We will make the following assumption on how Moves are created. First, that there exist various “aspects” of Moves that imply some of their properties; the meaning of these aspects, like the meaning of the Principal Components in the last chapter, is only interpretable through examination. Our hope is that they will align with our intuitive classes of Moves, for example that Double-Edge and Wood Hammer are similar in a way that Slam and Solar Beam are not. These aspects are probability distributions over features, assigning higher probability mass to features that better “belong” to the aspect (for example, having recoil damage).

Second, we assume that a Move is represented as a combination of these aspects, interpreted either as a weighted sum of them or as a probability distribution over the aspects.

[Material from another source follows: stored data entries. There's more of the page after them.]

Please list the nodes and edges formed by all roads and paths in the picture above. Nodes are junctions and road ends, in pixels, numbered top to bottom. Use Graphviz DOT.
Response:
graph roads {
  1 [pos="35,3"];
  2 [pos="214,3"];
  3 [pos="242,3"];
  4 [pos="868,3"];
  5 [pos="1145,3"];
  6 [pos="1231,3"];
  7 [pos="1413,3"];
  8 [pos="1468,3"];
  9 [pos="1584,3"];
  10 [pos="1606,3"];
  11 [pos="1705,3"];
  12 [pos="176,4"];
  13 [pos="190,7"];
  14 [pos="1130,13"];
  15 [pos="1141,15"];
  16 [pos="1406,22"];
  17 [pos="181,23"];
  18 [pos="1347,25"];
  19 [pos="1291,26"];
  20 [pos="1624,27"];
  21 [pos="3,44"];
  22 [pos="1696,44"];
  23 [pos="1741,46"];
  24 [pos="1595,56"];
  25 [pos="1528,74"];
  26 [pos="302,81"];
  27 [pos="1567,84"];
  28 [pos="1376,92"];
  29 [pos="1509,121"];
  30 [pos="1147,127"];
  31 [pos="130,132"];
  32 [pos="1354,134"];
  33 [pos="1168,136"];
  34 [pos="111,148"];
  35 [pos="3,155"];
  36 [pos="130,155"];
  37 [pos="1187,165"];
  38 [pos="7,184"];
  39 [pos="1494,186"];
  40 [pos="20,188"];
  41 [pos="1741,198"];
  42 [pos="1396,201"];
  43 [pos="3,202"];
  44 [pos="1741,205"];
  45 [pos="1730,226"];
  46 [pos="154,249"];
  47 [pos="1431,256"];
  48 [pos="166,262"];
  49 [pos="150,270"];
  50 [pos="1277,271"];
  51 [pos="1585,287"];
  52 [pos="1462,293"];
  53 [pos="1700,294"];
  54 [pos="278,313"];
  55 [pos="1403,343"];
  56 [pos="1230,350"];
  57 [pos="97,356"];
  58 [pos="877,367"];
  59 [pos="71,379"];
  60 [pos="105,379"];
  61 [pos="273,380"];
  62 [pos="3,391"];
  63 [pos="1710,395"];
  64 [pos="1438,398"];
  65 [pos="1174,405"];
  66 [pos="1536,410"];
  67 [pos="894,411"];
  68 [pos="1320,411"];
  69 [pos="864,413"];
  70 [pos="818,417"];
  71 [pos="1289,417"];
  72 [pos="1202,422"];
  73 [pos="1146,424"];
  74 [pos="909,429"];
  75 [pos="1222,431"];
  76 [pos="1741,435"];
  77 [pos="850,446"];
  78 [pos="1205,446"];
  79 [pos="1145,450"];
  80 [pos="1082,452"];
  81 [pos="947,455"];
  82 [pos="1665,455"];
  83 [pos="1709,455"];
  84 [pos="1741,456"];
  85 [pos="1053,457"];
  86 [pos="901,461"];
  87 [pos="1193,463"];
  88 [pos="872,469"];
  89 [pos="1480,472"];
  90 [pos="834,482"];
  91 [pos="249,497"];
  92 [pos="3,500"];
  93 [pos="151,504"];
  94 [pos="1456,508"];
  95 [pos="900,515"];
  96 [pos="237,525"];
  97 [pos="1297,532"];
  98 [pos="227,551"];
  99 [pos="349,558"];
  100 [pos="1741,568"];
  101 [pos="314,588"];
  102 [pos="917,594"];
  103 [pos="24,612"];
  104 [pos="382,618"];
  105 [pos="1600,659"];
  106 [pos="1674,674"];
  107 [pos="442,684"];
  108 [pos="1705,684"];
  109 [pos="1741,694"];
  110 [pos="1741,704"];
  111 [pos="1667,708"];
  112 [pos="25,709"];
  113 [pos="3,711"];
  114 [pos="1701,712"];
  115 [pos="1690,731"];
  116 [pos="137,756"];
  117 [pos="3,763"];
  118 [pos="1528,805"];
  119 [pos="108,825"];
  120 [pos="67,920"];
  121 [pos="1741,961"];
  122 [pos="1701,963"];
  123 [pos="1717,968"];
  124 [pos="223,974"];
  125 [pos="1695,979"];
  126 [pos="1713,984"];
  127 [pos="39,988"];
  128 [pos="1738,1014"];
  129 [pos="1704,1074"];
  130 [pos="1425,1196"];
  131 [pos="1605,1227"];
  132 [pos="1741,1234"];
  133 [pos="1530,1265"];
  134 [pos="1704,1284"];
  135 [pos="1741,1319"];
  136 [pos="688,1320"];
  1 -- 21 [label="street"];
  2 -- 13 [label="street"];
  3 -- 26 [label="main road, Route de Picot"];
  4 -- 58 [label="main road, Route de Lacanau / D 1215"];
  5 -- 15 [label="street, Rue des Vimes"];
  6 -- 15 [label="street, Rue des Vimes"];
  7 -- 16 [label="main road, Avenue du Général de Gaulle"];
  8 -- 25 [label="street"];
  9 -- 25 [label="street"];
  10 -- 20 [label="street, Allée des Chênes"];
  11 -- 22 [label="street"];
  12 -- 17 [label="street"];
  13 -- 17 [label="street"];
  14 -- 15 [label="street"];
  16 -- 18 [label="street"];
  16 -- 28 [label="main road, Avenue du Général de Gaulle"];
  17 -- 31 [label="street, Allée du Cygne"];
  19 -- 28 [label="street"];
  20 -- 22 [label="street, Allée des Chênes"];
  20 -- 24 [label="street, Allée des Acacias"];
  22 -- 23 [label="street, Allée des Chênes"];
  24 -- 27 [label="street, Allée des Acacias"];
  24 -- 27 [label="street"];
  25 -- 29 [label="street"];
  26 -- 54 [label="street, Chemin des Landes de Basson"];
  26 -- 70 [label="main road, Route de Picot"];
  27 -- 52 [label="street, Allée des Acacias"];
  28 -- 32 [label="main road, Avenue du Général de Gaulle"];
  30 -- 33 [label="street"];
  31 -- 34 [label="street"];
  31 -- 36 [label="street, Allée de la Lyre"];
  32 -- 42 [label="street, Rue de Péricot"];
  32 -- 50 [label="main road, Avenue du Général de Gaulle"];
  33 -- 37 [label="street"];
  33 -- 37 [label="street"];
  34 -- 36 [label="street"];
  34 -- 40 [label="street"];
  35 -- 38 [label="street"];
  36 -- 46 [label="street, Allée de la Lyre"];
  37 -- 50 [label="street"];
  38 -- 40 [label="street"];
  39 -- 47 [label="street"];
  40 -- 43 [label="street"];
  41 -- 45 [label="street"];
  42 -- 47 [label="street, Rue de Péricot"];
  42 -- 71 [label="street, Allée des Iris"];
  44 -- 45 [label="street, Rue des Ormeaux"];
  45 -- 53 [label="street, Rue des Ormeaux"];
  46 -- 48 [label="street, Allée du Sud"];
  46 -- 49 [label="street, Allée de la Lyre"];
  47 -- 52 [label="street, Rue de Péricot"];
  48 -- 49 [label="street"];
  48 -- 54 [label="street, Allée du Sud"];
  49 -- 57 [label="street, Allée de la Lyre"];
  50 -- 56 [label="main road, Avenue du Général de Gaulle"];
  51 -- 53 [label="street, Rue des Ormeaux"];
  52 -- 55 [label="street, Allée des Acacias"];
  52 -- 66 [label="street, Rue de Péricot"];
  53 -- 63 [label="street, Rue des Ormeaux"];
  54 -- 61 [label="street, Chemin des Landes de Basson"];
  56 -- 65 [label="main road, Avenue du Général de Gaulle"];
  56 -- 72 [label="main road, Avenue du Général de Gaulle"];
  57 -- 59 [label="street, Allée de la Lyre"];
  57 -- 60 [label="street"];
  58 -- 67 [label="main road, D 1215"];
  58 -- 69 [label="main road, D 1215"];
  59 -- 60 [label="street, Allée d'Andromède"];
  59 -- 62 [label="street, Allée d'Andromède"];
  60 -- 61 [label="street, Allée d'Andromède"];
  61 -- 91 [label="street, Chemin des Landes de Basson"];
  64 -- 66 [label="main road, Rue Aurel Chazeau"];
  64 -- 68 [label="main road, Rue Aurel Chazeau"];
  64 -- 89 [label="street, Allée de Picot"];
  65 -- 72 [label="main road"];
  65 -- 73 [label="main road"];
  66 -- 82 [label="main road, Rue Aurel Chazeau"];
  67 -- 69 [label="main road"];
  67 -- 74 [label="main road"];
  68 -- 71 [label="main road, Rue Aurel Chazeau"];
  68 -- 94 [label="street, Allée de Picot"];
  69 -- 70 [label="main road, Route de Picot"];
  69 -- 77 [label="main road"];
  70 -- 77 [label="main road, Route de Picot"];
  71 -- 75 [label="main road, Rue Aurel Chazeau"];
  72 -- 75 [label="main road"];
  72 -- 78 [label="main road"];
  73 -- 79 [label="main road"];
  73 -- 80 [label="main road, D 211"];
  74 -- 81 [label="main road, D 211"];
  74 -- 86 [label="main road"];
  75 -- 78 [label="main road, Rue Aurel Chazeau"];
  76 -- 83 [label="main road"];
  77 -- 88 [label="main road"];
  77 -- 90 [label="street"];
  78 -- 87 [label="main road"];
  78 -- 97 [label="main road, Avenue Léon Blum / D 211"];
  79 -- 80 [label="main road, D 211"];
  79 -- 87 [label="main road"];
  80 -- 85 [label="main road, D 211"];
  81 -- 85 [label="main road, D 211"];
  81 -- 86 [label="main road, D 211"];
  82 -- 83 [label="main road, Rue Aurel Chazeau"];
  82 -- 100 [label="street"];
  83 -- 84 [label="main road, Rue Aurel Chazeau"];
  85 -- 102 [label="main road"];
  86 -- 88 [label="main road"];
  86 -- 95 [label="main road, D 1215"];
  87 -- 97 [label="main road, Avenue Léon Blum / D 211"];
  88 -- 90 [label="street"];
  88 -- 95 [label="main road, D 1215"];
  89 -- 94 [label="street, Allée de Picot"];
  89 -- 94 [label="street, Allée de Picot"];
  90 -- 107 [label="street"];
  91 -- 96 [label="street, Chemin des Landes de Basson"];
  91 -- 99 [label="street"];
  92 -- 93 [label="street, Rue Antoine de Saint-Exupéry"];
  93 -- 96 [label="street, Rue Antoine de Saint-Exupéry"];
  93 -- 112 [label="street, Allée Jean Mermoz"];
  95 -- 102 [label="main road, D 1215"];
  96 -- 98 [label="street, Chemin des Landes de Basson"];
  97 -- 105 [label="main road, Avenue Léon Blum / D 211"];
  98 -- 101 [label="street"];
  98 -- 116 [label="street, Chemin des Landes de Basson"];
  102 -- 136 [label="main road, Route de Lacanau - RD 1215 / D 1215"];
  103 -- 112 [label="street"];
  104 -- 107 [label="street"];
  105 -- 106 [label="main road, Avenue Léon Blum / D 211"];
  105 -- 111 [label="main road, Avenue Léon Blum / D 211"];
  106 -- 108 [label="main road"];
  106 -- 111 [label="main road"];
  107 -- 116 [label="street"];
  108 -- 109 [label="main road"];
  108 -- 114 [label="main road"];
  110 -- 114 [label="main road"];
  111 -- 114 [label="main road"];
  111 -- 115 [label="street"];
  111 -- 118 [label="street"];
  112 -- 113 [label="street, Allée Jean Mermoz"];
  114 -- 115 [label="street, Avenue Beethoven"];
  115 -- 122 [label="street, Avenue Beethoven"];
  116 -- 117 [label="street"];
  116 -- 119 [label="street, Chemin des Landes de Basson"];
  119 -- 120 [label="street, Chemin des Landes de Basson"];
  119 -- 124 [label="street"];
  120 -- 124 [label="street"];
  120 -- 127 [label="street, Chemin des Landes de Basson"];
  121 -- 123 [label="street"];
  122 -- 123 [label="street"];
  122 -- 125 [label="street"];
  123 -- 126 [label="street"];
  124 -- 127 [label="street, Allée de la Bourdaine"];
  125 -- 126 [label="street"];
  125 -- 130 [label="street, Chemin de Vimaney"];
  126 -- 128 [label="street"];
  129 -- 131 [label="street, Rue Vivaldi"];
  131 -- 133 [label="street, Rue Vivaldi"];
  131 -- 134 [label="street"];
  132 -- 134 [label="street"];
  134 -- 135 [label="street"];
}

This set-up is commonly seen in Natural Language Processing as a special type of topic model; the previously mentioned aspects of a Move are similar to topics in a document. When analyzing a topic model, and in particular a Latent Dirichlet Allocation (LDA) model, we assume that the meaning of a document can be inferred from its word cloud — often called a bag of words in this context — and that punctuation and word order can be discarded. In the LDA model, the words in a text document are assumed to be drawn from a mixture of probability distributions based on what topics the document is about: for each word, first a topic is chosen, then a word from that topic.

Pokemon Moves, like Thunderbolt, have various characteristics in common with each other and differ in others. Topic modeling helps us find groups of characteristics that are meaningful.

In our case, we could expect there to be a topic of “priority moves”, in which the conditional probability ℙ[move|topic] for Moves like Aqua Jet, Quick Attack, and Shadow Sneak is large; or a topic of “Special moves with PP 10, Power at least 90, and Accuracy 100” that picks out Moves like Thunderbolt and Ice Beam.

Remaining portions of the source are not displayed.